Directions for this task: Only the lines with the string "main" are needed; return each of them from the entries below.

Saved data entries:
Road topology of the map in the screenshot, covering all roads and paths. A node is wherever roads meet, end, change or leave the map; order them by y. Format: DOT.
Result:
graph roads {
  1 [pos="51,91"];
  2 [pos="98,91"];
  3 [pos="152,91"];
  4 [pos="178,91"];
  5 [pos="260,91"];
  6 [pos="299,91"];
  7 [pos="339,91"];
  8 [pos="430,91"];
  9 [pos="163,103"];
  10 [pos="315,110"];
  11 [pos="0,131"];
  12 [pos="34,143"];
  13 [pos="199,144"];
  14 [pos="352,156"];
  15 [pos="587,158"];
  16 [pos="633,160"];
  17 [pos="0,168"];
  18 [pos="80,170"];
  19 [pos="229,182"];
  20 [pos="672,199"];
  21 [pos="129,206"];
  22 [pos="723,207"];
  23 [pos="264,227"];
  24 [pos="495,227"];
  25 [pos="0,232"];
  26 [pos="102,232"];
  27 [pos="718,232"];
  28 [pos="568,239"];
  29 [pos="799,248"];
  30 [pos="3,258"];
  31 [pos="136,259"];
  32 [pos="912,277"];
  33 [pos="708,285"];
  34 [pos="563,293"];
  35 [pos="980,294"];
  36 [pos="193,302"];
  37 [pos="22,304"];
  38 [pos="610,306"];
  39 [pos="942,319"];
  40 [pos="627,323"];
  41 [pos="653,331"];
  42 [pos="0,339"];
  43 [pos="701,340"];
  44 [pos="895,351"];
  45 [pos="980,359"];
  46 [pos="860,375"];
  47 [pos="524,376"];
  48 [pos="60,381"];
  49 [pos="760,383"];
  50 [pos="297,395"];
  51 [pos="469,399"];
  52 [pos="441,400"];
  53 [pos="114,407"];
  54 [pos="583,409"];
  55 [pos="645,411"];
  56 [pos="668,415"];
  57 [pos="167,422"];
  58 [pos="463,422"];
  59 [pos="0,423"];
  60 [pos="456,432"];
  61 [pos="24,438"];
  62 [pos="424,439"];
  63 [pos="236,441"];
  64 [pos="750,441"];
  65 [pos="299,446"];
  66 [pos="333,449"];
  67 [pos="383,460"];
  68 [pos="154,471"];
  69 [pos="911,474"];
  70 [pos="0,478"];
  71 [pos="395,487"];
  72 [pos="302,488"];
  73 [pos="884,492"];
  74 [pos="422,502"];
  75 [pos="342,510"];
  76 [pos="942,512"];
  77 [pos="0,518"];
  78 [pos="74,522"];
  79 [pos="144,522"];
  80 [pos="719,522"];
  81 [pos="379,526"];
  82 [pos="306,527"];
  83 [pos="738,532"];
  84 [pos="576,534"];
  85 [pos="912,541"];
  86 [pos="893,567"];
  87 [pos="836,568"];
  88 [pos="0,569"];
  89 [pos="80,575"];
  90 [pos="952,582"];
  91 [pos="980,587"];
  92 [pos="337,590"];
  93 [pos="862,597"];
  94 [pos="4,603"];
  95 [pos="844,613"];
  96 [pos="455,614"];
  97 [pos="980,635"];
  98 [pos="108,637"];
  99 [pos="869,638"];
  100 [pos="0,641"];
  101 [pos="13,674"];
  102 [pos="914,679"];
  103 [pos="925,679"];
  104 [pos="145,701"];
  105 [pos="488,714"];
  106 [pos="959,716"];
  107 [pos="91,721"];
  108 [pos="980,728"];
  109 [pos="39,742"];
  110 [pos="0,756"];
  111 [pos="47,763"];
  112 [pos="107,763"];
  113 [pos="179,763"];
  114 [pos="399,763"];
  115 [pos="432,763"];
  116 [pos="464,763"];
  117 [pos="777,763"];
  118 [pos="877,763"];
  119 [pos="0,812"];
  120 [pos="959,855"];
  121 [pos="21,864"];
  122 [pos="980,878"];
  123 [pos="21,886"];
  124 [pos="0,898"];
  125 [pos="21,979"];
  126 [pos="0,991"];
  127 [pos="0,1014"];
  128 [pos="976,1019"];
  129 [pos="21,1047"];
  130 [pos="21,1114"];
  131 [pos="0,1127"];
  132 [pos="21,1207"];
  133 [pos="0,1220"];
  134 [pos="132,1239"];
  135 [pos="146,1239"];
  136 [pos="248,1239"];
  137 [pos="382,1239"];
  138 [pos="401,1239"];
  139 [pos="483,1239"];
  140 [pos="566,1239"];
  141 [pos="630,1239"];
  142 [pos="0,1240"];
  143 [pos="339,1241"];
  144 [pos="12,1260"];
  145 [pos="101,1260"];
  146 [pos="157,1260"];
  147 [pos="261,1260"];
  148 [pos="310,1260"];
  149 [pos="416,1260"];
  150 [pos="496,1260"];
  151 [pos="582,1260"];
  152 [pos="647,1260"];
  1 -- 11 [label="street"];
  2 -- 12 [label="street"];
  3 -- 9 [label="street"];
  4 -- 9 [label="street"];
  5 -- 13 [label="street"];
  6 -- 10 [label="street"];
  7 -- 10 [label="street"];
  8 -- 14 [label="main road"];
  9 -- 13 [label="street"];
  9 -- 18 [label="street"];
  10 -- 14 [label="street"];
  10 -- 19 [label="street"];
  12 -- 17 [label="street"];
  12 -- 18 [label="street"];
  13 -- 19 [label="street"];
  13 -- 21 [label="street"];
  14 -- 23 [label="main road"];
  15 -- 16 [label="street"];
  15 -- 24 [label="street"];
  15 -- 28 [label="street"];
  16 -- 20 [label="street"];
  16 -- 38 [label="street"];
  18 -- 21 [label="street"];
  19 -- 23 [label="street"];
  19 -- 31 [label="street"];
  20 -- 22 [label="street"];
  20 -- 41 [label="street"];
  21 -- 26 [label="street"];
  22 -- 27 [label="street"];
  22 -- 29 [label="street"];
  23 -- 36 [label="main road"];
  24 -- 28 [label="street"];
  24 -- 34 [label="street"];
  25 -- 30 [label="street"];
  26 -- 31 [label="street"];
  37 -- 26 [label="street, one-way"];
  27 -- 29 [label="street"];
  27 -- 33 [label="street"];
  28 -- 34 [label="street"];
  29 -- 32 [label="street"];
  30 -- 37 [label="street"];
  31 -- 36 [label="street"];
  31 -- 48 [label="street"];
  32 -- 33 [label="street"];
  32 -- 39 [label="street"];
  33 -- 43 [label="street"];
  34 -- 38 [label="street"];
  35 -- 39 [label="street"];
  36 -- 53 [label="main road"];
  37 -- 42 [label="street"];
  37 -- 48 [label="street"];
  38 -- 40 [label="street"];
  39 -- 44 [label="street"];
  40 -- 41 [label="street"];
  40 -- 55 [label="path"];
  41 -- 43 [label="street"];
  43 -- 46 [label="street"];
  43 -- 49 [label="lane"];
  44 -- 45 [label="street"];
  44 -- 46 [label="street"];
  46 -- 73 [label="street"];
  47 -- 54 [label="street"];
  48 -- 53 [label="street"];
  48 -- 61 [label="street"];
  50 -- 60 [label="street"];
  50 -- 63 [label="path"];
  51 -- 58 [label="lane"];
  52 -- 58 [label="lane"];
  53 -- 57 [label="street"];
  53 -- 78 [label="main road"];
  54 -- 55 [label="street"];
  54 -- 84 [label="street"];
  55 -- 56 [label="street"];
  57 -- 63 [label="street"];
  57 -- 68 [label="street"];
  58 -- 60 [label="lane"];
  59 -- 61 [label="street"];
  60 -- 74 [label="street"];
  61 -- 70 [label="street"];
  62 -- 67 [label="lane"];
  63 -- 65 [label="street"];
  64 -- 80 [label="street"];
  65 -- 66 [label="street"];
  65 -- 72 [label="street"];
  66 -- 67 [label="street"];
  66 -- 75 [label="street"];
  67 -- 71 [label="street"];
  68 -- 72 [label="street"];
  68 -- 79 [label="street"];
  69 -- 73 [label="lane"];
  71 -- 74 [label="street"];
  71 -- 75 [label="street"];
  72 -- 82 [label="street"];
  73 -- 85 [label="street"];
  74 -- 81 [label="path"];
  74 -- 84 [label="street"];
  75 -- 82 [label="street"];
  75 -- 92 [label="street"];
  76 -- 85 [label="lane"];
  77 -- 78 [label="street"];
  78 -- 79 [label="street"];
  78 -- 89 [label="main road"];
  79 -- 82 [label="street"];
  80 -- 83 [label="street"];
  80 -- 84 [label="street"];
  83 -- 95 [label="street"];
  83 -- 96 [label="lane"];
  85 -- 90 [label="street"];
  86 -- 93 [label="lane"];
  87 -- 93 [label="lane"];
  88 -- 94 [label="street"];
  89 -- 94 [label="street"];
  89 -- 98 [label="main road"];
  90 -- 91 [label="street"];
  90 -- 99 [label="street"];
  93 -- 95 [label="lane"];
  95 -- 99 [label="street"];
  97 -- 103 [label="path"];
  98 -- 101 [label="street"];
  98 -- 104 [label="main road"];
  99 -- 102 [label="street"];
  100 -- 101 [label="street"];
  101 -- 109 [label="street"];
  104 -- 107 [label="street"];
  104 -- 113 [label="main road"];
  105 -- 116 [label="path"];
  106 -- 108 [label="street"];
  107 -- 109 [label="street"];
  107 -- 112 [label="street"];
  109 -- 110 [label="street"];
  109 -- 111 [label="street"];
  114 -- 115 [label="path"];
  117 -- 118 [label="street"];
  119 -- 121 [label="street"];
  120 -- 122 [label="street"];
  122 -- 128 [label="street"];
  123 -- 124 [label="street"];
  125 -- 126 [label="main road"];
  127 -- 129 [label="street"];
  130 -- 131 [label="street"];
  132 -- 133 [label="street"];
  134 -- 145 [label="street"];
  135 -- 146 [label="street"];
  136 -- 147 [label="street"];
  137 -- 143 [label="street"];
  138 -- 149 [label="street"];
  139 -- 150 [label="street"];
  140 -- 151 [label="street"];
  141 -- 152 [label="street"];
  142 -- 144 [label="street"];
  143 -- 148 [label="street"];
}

Response to this exercise:
  8 -- 14 [label="main road"];
  14 -- 23 [label="main road"];
  23 -- 36 [label="main road"];
  36 -- 53 [label="main road"];
  53 -- 78 [label="main road"];
  78 -- 89 [label="main road"];
  89 -- 98 [label="main road"];
  98 -- 104 [label="main road"];
  104 -- 113 [label="main road"];
  125 -- 126 [label="main road"];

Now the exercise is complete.